'''
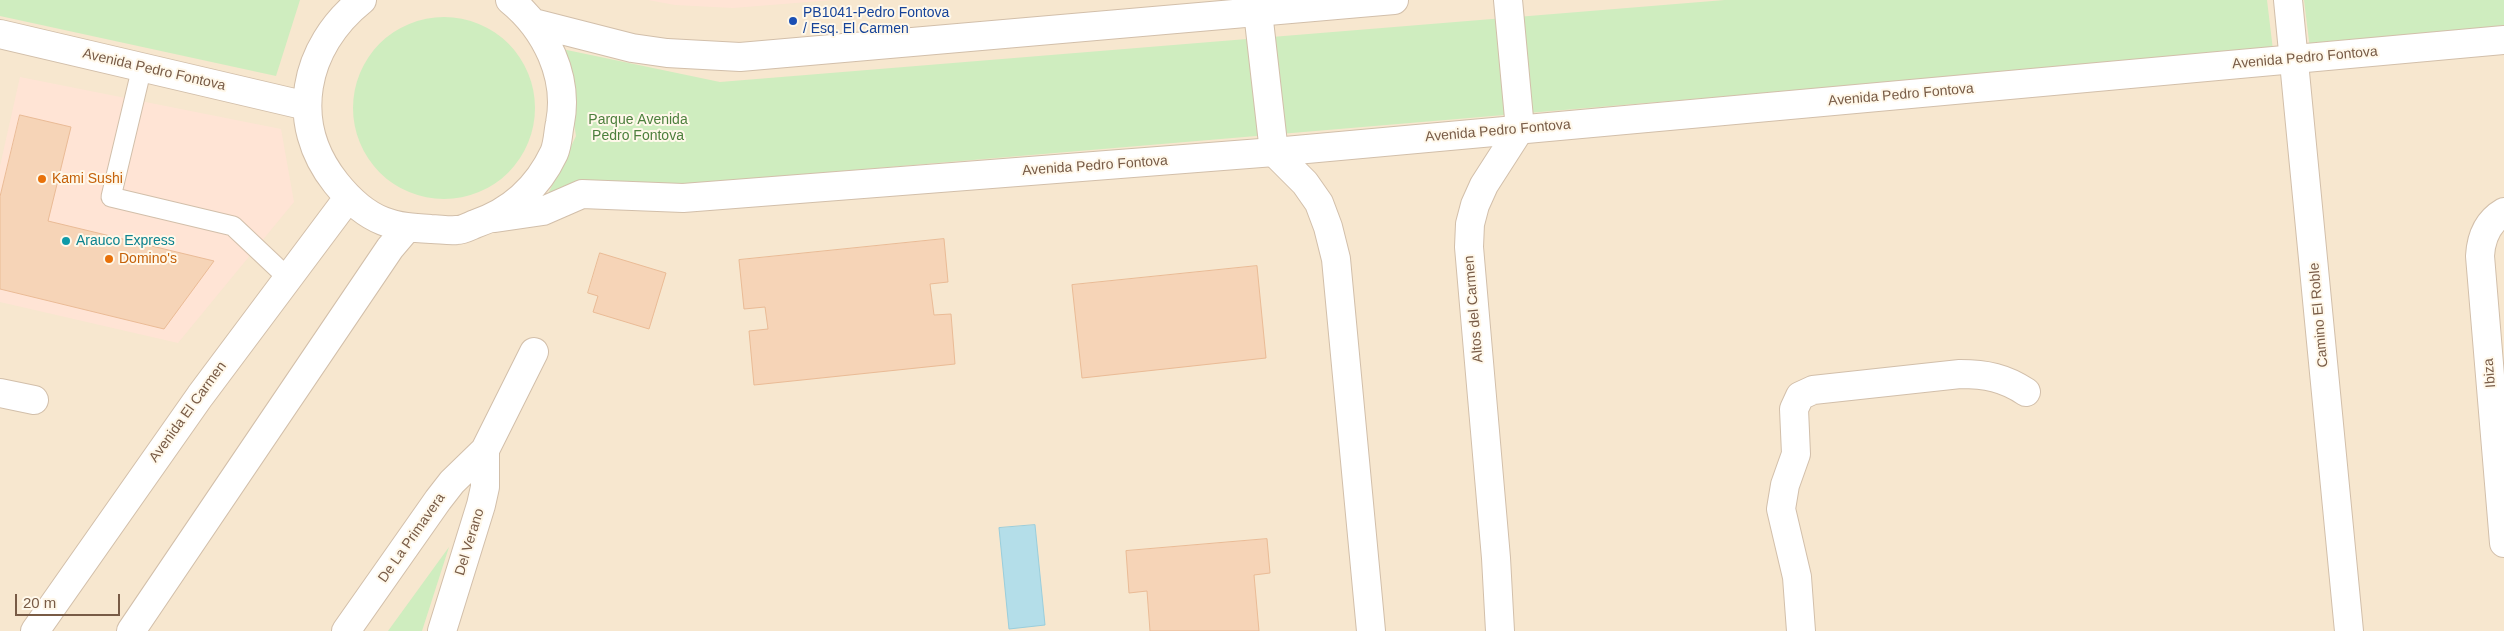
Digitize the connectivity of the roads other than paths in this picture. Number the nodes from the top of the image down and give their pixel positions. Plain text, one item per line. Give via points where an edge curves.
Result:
1 (362, 0) edge
2 (511, 0) edge
3 (1394, 0) edge
4 (1508, 0) edge
5 (2288, 0) edge
6 (1262, 6) edge
7 (534, 23) junction
8 (0, 34) edge
9 (2504, 40) edge
10 (2294, 59) junction
11 (142, 67) junction
12 (307, 106) junction
13 (1520, 129) junction
14 (1274, 152) junction
15 (348, 198) junction
16 (2504, 212) edge
17 (495, 218) junction
18 (407, 228) junction
19 (287, 277) junction
20 (534, 352) dead end
21 (2026, 392) dead end
22 (0, 393) edge
23 (34, 400) dead end
24 (486, 450) junction
25 (438, 500) junction
26 (476, 523) junction
27 (2504, 543) edge
28 (35, 631) edge
29 (131, 631) edge
30 (346, 631) edge
31 (442, 631) edge
32 (1371, 631) edge
33 (1500, 631) edge
34 (1801, 631) edge
35 (2349, 631) edge

1 - 12 street via 344,14 324,41 311,72
2 - 7 street
3 - 6 street
4 - 13 street
5 - 10 street, Camino El Roble
6 - 7 street via 740,57 632,48
6 - 14 street
7 - 17 street via 556,62 563,107 558,134 554,151 531,190
8 - 11 street, Avenida Pedro Fontova
9 - 10 street, Avenida Pedro Fontova
10 - 13 street, Avenida Pedro Fontova
10 - 35 street, Camino El Roble
11 - 12 street, Avenida Pedro Fontova
11 - 19 lane via 111,196 234,226
12 - 15 street via 312,140 327,171
13 - 14 street, Avenida Pedro Fontova
13 - 33 street, Altos del Carmen via 1484,185 1470,224 1469,247
14 - 17 street, Avenida Pedro Fontova via 683,198 582,194 543,212
14 - 32 street via 1305,183 1319,203 1336,259
15 - 18 street via 382,221
15 - 19 street, Avenida El Carmen
16 - 27 street, Ibiza via 2489,224 2480,256
17 - 18 street via 458,230
18 - 29 street via 390,248
19 - 28 street, Avenida El Carmen via 188,411
20 - 24 street
21 - 34 street via 2000,378 1960,374 1813,390 1800,396 1794,409 1796,454 1781,509 1796,570
22 - 23 street
24 - 25 street, De La Primavera
24 - 26 street, Del Verano via 485,487
25 - 26 street via 447,497 465,500 476,514
25 - 30 street, De La Primavera
26 - 31 street, Del Verano

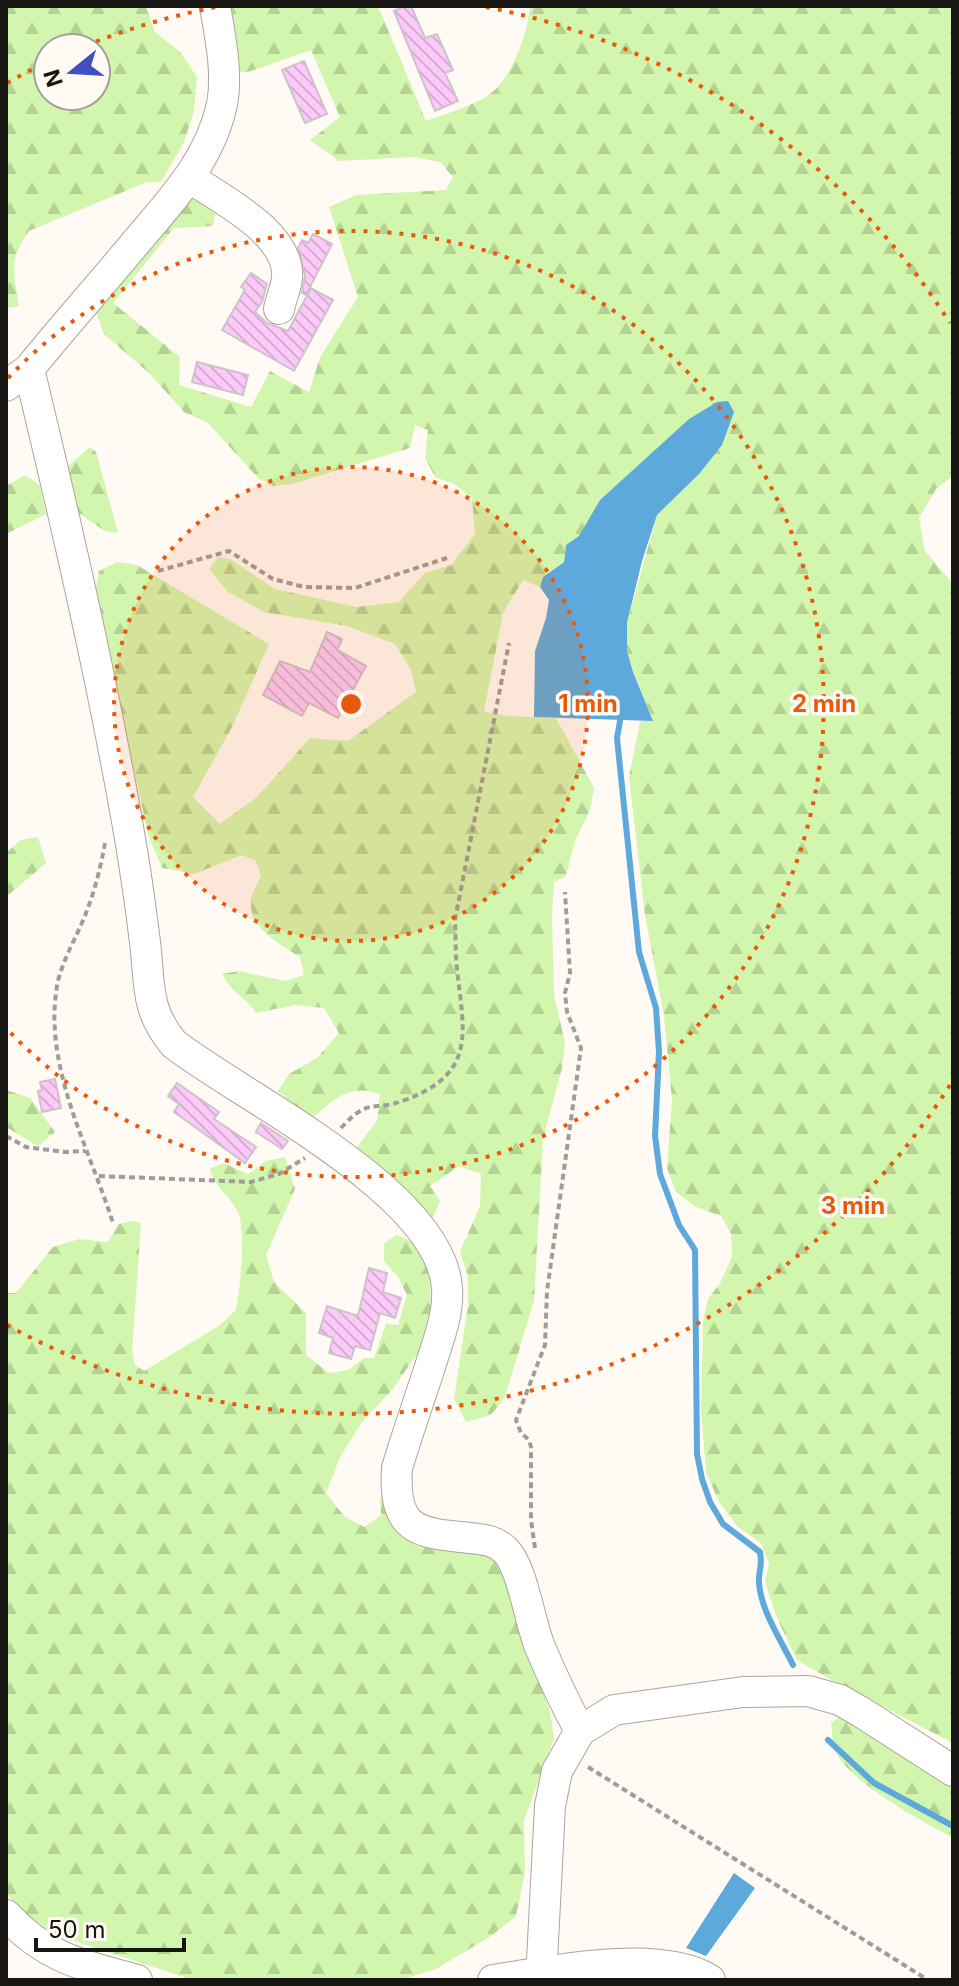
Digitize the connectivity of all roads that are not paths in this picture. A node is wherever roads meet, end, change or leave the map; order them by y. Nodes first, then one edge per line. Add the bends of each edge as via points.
1 (215, 6) edge
2 (190, 178) junction
3 (279, 309) dead end
4 (17, 378) edge
5 (572, 1742) junction
6 (953, 1771) edge
7 (6, 1915) edge
8 (541, 1976) edge
9 (137, 1980) edge
10 (493, 1980) edge
11 (710, 1980) edge

1 - 2 street via 222,103
2 - 3 street via 272,238 284,258 287,277
2 - 4 street
4 - 5 street via 91,638 127,822 153,1009 174,1044 382,1188 438,1251 448,1286 446,1315 397,1468 400,1506 408,1524 422,1532 495,1542 508,1552
5 - 6 street via 614,1710 743,1692 808,1691 840,1700
5 - 8 street via 557,1771 550,1806
7 - 9 street via 47,1951
8 - 10 street
8 - 11 street via 670,1964

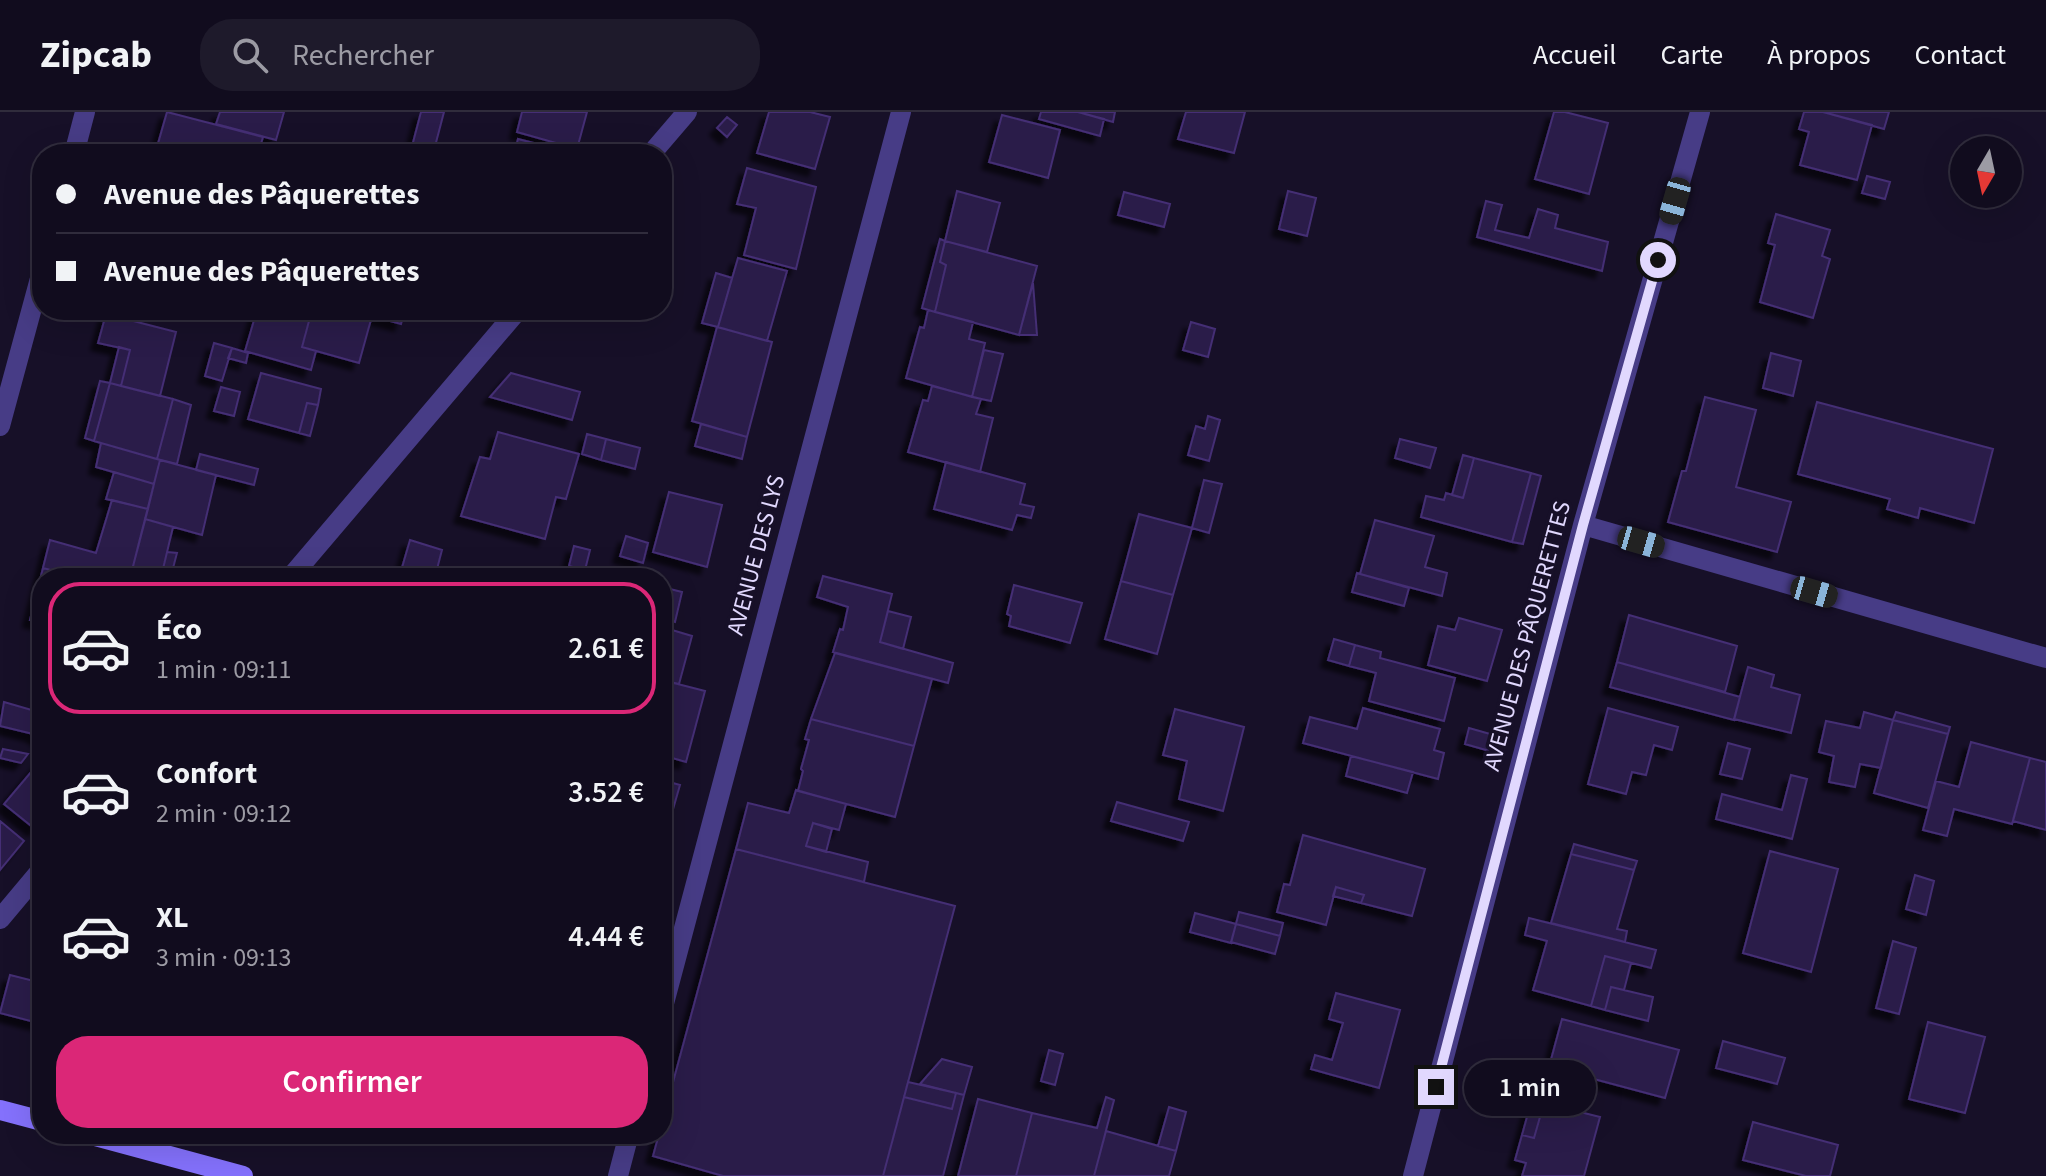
'''
Requirement - Dropping every picture, restate the material word for word.

Output below -
Digitize the connectivity of the roads other than paths in this picture. Number the nodes from the top of the image down and give their pixel positions. Plain text, one item per line. Give via points where an edge curves.
Result:
1 (362, 0) edge
2 (511, 0) edge
3 (1394, 0) edge
4 (1508, 0) edge
5 (2288, 0) edge
6 (1262, 6) edge
7 (534, 23) junction
8 (0, 34) edge
9 (2504, 40) edge
10 (2294, 59) junction
11 (142, 67) junction
12 (307, 106) junction
13 (1520, 129) junction
14 (1274, 152) junction
15 (348, 198) junction
16 (2504, 212) edge
17 (495, 218) junction
18 (407, 228) junction
19 (287, 277) junction
20 (534, 352) dead end
21 (2026, 392) dead end
22 (0, 393) edge
23 (34, 400) dead end
24 (486, 450) junction
25 (438, 500) junction
26 (476, 523) junction
27 (2504, 543) edge
28 (35, 631) edge
29 (131, 631) edge
30 (346, 631) edge
31 (442, 631) edge
32 (1371, 631) edge
33 (1500, 631) edge
34 (1801, 631) edge
35 (2349, 631) edge

1 - 12 street via 344,14 324,41 311,72
2 - 7 street
3 - 6 street
4 - 13 street
5 - 10 street, Camino El Roble
6 - 7 street via 740,57 632,48
6 - 14 street
7 - 17 street via 556,62 563,107 558,134 554,151 531,190
8 - 11 street, Avenida Pedro Fontova
9 - 10 street, Avenida Pedro Fontova
10 - 13 street, Avenida Pedro Fontova
10 - 35 street, Camino El Roble
11 - 12 street, Avenida Pedro Fontova
11 - 19 lane via 111,196 234,226
12 - 15 street via 312,140 327,171
13 - 14 street, Avenida Pedro Fontova
13 - 33 street, Altos del Carmen via 1484,185 1470,224 1469,247
14 - 17 street, Avenida Pedro Fontova via 683,198 582,194 543,212
14 - 32 street via 1305,183 1319,203 1336,259
15 - 18 street via 382,221
15 - 19 street, Avenida El Carmen
16 - 27 street, Ibiza via 2489,224 2480,256
17 - 18 street via 458,230
18 - 29 street via 390,248
19 - 28 street, Avenida El Carmen via 188,411
20 - 24 street
21 - 34 street via 2000,378 1960,374 1813,390 1800,396 1794,409 1796,454 1781,509 1796,570
22 - 23 street
24 - 25 street, De La Primavera
24 - 26 street, Del Verano via 485,487
25 - 26 street via 447,497 465,500 476,514
25 - 30 street, De La Primavera
26 - 31 street, Del Verano

Digitize the connectivity of all roads that are not paths in this picture. A node is wherever roads meet, end, change or leave the map; order them by y. Nodes first, then one edge per line. Add the bends of each edge as via points.
1 (215, 6) edge
2 (190, 178) junction
3 (279, 309) dead end
4 (17, 378) edge
5 (572, 1742) junction
6 (953, 1771) edge
7 (6, 1915) edge
8 (541, 1976) edge
9 (137, 1980) edge
10 (493, 1980) edge
11 (710, 1980) edge

1 - 2 street via 222,103
2 - 3 street via 272,238 284,258 287,277
2 - 4 street
4 - 5 street via 91,638 127,822 153,1009 174,1044 382,1188 438,1251 448,1286 446,1315 397,1468 400,1506 408,1524 422,1532 495,1542 508,1552
5 - 6 street via 614,1710 743,1692 808,1691 840,1700
5 - 8 street via 557,1771 550,1806
7 - 9 street via 47,1951
8 - 10 street
8 - 11 street via 670,1964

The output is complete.